The string "road" may appear in lines of the entries below. Report how many lines hold it, with only the number.

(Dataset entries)
++++++++++

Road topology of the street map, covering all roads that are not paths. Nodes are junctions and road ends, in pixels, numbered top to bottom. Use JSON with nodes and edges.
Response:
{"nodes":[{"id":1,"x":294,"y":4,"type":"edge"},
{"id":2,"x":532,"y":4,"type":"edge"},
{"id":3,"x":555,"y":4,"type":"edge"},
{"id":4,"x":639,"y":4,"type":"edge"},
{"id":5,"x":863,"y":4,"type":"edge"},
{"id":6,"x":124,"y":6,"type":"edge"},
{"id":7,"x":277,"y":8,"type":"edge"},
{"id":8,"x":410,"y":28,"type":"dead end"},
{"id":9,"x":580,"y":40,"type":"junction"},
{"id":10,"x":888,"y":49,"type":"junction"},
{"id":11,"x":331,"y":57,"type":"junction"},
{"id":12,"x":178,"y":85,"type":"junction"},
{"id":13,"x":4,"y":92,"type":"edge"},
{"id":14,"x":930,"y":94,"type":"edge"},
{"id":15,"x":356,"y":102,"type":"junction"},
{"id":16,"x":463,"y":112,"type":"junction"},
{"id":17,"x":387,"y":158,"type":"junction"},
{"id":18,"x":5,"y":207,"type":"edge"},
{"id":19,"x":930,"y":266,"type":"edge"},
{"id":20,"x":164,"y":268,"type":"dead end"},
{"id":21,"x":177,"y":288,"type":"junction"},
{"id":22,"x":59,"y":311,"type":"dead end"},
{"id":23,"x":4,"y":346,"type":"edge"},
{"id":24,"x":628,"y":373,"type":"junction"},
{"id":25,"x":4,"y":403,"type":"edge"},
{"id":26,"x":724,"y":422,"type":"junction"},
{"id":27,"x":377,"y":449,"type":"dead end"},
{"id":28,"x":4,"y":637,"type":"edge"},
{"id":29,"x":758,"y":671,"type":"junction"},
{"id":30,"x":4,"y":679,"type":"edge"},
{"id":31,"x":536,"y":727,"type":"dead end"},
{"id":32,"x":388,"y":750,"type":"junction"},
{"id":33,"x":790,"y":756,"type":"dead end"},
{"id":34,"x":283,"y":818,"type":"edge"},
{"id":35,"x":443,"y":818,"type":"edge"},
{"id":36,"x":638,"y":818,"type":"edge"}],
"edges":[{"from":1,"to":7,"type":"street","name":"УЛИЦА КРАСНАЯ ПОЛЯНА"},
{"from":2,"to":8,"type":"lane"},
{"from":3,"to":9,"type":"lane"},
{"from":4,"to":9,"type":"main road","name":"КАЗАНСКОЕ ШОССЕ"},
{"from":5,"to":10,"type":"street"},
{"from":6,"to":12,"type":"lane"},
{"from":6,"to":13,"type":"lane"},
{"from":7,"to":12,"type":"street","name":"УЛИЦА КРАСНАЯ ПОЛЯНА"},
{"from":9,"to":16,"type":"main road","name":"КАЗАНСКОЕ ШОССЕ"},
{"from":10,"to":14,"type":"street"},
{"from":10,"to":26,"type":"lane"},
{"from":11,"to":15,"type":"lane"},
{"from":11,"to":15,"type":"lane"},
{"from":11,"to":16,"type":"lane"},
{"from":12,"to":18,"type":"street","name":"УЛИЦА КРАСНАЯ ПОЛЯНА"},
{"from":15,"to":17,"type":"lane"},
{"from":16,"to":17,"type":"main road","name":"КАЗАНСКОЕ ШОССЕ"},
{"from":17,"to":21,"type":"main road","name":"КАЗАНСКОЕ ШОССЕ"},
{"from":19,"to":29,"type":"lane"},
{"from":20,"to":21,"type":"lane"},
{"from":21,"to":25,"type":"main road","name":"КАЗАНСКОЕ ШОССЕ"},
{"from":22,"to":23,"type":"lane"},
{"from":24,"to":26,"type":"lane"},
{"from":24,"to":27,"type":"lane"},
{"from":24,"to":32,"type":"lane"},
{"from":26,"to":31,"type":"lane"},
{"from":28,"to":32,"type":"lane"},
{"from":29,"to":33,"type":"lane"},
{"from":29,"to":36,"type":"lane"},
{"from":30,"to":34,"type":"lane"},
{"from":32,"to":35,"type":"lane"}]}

++++++++++

SOLVED PROBLEM: 6